▶ [Problem statement]
Out of the listing below, copy every line that carries the string "edges".
====
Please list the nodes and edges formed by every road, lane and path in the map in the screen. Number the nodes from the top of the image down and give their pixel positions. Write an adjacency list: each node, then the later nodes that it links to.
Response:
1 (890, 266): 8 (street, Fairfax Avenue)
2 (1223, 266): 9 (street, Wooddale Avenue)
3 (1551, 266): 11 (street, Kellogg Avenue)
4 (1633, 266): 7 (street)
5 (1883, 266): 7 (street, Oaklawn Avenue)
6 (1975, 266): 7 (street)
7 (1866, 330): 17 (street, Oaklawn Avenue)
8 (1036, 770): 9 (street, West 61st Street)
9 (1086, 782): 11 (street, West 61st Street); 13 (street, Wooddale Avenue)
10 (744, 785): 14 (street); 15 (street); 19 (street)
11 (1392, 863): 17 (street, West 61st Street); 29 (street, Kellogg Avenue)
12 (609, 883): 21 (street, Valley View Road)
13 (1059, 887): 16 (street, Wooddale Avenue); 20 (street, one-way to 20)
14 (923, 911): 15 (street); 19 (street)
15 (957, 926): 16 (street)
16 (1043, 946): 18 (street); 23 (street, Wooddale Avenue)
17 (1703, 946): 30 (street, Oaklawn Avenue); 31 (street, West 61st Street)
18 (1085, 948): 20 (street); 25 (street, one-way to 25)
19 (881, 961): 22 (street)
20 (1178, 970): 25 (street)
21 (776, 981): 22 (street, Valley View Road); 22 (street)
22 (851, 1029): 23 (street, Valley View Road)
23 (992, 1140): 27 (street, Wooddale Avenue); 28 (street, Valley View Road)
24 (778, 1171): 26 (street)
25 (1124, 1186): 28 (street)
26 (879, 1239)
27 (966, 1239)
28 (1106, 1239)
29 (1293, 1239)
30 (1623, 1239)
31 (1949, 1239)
====
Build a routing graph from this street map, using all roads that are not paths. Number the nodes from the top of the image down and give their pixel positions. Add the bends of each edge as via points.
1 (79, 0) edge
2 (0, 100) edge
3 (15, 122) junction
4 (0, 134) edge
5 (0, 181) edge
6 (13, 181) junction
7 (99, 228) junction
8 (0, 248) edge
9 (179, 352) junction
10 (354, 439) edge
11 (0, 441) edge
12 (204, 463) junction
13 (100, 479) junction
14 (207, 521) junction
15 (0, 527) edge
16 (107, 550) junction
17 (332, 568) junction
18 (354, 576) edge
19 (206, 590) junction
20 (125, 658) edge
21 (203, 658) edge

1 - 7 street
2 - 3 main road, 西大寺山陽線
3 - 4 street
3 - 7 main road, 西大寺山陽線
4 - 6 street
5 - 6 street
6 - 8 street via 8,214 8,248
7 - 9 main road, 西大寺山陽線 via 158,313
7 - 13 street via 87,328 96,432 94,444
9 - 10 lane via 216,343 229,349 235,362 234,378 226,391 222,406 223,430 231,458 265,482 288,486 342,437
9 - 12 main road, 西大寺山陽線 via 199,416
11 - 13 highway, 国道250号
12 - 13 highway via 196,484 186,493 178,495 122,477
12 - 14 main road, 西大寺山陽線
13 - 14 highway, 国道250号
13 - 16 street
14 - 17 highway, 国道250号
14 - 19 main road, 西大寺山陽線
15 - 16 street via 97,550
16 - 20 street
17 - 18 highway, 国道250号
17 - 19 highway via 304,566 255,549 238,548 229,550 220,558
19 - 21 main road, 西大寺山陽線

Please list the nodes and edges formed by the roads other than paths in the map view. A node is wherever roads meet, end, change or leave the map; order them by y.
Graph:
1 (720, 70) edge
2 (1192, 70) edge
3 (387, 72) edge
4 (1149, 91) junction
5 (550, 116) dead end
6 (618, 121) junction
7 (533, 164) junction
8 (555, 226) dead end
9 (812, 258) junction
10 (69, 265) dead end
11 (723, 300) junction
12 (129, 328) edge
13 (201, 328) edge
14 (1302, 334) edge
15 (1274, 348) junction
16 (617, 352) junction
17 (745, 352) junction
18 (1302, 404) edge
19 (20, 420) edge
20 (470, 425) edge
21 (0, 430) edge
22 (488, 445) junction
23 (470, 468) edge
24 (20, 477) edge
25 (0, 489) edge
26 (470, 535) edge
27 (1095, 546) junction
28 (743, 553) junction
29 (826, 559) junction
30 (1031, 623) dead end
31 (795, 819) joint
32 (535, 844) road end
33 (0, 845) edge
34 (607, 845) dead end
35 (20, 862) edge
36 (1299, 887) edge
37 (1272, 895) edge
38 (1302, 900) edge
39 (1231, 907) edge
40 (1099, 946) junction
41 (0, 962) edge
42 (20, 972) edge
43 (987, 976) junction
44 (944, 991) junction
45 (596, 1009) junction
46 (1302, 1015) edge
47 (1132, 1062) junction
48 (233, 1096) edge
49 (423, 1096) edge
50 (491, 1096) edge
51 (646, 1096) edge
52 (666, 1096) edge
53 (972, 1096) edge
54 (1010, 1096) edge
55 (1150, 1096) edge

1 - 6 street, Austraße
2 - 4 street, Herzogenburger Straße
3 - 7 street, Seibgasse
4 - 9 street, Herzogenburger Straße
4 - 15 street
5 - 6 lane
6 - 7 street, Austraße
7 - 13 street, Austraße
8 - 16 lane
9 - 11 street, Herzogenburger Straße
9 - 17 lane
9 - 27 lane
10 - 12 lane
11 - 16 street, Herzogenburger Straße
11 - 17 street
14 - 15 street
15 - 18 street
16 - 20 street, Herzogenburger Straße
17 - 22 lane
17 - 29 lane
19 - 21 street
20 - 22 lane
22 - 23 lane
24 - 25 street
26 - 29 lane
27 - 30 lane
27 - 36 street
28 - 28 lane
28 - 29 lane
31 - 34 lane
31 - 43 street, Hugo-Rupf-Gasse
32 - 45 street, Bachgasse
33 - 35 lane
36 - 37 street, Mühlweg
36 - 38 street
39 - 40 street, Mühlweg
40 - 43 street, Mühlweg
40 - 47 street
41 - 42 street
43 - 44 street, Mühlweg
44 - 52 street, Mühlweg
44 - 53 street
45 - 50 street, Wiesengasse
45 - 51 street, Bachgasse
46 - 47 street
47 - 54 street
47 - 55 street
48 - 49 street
====
▶ [Task result]
Please list the nodes and edges formed by every road, lane and path in the map in the screen. Number the nodes from the top of the image down and give their pixel positions. Write an adjacency list: each node, then the later nodes that it links to.
Please list the nodes and edges formed by the roads other than paths in the map view. A node is wherever roads meet, end, change or leave the map; order them by y.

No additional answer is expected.